SGK hizmet birleştirmesi nedir? Emekliliği nasıl etkiliyor?
Ankara24.com, Halktv kaynağından alınan bilgilere dayanarak haber veriyor.
Merhaba değerli okuyucularım,
Türkiye’de sosyal güvenlik sistemi, yıllar içinde defalarca değişti. Her reform, bir “düzenleme” iddiasıyla geldi ama çoğu kez vatandaşın kafasında yeni soru işaretleri yarattı. Bu konulardan biri de hizmet birleştirmesi meselesi.

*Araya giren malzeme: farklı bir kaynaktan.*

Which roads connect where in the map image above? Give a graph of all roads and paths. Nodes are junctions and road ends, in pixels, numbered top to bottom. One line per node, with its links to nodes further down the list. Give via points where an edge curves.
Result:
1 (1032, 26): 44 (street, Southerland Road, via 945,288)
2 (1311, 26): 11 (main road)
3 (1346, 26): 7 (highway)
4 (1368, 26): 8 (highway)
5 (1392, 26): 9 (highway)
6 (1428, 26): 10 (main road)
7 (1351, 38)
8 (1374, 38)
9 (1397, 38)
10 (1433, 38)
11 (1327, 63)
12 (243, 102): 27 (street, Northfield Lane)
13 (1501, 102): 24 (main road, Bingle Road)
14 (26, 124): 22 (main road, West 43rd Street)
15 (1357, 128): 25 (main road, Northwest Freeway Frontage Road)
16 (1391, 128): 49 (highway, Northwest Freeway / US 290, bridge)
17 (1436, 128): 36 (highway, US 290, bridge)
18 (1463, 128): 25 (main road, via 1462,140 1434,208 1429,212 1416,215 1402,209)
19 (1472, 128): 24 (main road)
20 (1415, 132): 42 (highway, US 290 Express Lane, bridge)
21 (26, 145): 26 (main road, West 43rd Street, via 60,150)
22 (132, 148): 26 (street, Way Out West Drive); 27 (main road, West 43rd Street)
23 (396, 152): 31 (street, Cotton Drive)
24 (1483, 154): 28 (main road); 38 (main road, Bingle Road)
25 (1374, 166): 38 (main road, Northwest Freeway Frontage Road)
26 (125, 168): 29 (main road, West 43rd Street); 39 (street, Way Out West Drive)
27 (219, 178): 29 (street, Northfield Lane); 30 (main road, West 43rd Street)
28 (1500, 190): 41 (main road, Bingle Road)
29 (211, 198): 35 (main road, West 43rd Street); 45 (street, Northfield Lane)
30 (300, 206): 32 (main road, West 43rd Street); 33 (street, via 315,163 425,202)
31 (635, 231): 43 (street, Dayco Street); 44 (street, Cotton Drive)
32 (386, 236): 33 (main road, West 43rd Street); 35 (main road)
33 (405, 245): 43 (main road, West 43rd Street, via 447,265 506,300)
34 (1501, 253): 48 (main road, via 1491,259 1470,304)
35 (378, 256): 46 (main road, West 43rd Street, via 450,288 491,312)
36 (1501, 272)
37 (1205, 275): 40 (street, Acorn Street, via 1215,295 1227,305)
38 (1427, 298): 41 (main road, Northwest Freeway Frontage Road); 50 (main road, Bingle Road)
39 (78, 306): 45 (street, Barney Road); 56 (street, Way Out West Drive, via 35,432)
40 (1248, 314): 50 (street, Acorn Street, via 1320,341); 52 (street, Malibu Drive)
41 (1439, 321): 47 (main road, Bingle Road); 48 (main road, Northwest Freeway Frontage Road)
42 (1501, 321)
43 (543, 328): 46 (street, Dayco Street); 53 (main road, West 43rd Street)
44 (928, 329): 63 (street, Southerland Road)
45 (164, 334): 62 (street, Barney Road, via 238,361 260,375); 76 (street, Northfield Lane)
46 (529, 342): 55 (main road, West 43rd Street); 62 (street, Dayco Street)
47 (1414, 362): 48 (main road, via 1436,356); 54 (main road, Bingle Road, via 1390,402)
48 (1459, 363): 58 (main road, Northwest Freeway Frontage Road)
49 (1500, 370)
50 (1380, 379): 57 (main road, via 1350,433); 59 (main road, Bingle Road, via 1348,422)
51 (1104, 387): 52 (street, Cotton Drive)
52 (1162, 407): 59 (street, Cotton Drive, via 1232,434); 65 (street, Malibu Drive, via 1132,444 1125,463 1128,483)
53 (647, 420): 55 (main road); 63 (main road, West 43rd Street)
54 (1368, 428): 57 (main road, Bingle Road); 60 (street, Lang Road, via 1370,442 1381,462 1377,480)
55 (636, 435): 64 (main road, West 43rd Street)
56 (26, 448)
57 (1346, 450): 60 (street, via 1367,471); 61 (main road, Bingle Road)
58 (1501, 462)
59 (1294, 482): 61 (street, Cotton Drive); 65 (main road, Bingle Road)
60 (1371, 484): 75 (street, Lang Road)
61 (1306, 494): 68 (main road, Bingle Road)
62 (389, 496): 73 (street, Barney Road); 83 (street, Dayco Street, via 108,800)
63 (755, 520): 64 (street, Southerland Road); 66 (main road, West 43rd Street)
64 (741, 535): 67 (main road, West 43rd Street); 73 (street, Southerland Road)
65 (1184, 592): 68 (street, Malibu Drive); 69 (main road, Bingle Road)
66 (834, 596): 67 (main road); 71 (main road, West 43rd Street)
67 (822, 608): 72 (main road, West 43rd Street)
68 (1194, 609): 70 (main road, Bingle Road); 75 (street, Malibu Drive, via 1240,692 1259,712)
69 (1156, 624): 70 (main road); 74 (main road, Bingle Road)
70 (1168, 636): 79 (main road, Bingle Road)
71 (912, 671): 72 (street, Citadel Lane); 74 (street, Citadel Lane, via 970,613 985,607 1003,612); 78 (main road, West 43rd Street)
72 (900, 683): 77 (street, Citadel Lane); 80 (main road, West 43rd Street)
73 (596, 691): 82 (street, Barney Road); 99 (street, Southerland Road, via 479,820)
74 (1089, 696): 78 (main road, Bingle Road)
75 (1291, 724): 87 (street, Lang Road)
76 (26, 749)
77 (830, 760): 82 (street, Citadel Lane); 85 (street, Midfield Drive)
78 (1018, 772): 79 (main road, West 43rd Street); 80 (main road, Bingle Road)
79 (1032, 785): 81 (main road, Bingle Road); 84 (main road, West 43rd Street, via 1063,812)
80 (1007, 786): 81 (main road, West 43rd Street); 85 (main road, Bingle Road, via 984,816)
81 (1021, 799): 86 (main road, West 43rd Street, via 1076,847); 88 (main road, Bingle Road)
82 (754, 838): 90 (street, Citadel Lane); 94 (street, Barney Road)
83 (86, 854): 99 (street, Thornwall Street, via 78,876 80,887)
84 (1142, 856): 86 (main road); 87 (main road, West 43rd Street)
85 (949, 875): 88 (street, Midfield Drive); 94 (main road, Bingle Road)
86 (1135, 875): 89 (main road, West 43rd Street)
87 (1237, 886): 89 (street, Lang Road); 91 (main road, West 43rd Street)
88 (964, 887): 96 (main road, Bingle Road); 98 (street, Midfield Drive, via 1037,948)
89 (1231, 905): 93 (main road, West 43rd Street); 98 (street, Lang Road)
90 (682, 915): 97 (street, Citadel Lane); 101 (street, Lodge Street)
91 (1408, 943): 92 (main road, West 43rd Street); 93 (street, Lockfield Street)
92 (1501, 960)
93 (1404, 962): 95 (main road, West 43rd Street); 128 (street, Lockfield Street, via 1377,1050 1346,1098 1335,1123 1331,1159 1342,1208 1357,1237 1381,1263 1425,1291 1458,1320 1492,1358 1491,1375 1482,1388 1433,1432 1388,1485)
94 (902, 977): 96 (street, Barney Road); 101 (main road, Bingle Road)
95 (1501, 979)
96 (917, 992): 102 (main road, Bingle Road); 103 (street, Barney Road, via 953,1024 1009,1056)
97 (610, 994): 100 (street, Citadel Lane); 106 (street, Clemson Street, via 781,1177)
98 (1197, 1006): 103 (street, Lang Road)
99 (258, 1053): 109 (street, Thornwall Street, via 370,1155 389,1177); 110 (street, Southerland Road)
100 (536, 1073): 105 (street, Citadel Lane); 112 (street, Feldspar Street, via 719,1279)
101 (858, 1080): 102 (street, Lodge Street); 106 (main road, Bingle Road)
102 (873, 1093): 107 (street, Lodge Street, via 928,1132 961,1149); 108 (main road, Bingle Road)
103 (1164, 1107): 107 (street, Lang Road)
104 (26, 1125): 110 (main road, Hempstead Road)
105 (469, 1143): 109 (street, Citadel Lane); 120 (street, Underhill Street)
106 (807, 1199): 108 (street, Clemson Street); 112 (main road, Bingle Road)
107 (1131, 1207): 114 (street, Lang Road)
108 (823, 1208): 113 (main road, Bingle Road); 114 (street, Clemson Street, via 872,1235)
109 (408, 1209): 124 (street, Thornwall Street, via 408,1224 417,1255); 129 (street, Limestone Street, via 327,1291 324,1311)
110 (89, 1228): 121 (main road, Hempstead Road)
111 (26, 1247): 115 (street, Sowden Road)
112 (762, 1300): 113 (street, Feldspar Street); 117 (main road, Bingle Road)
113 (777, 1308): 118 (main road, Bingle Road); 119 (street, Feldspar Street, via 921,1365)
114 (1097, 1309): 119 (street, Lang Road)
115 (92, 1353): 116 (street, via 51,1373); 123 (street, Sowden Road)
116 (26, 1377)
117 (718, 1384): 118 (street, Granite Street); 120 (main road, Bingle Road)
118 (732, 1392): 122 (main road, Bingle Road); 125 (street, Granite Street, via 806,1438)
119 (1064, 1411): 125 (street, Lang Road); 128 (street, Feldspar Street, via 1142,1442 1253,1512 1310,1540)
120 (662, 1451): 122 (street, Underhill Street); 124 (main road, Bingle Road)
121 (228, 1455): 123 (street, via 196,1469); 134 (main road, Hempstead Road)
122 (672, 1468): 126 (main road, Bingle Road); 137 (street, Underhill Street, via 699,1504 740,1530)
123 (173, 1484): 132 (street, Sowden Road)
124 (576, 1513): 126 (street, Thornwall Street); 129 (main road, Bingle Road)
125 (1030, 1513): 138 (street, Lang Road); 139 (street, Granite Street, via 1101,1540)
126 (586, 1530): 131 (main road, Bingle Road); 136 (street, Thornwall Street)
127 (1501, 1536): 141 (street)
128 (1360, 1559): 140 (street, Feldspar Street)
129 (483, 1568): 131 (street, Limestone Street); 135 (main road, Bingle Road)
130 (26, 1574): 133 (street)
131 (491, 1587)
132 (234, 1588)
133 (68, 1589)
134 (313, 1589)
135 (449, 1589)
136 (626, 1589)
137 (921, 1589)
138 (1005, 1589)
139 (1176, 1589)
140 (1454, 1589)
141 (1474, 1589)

Bugün hâlâ binlerce kişi, farklı kurumlarda geçen hizmetlerinin nasıl değerlendirileceğini, hangi statüden emekli olacağını bilmiyor. Hatta birçok vatandaş, farkında bile olmadan düşük emekli aylığına razı olmak zorunda kalıyor. Çünkü SGK, hizmet birleştirmesini sigortalının isteğine bırakmıyor, zorunlu olarak yapıyor.
Hizmet birleştirmesi nedir, neden tartışılıyor?
1983 yılında çıkarılan 2829 sayılı Kanun, SSK, Bağ-Kur ve Emekli Sandığı gibi farklı kurumlarda geçen hizmetlerin birleştirilmesini düzenliyor. O dönemde amaç gayet netti:
Vatandaşın farklı kurumlarda geçen çalışma süreleri boşa gitmesin, her çalışması toplamda değerlendirilip emeklilik hakkı kaybolmasın.
Yani yasa, bir hak koruma mekanizması olarak düşünülmüştü.
Ancak zaman içinde uygulama şekli değişti, niyet bozuldu.
SGK, bugün bu düzenlemeyi vatandaş lehine değil, kurum lehine yorumluyor.
Örneğin, bir vatandaşın 5000 günü SSK’da (4/a), 1000 günü Bağ-Kur’da (4/b) geçmiş olsun. Normalde SSK’dan emeklilik için yeterli süresi var. Ama SGK, bu iki hizmeti birleştirip, “son yedi yılın çoğu Bağ-Kur’da geçmiş” diyerek kişiyi 4/b statüsüne aktarıyor.
Sonuç: Daha düşük maaş, daha geç emeklilik, daha çok mağduriyet.
Yasa başka, uygulama başka
2829 sayılı Kanun’un özü aslında çok açıktır.
Yasa diyor ki: “Kişinin hizmet süreleri birleştirilir, ancak bu sürelerin toplamı aylık bağlanmasına yeterli değilse kanun hükümleri uygulanmaz.”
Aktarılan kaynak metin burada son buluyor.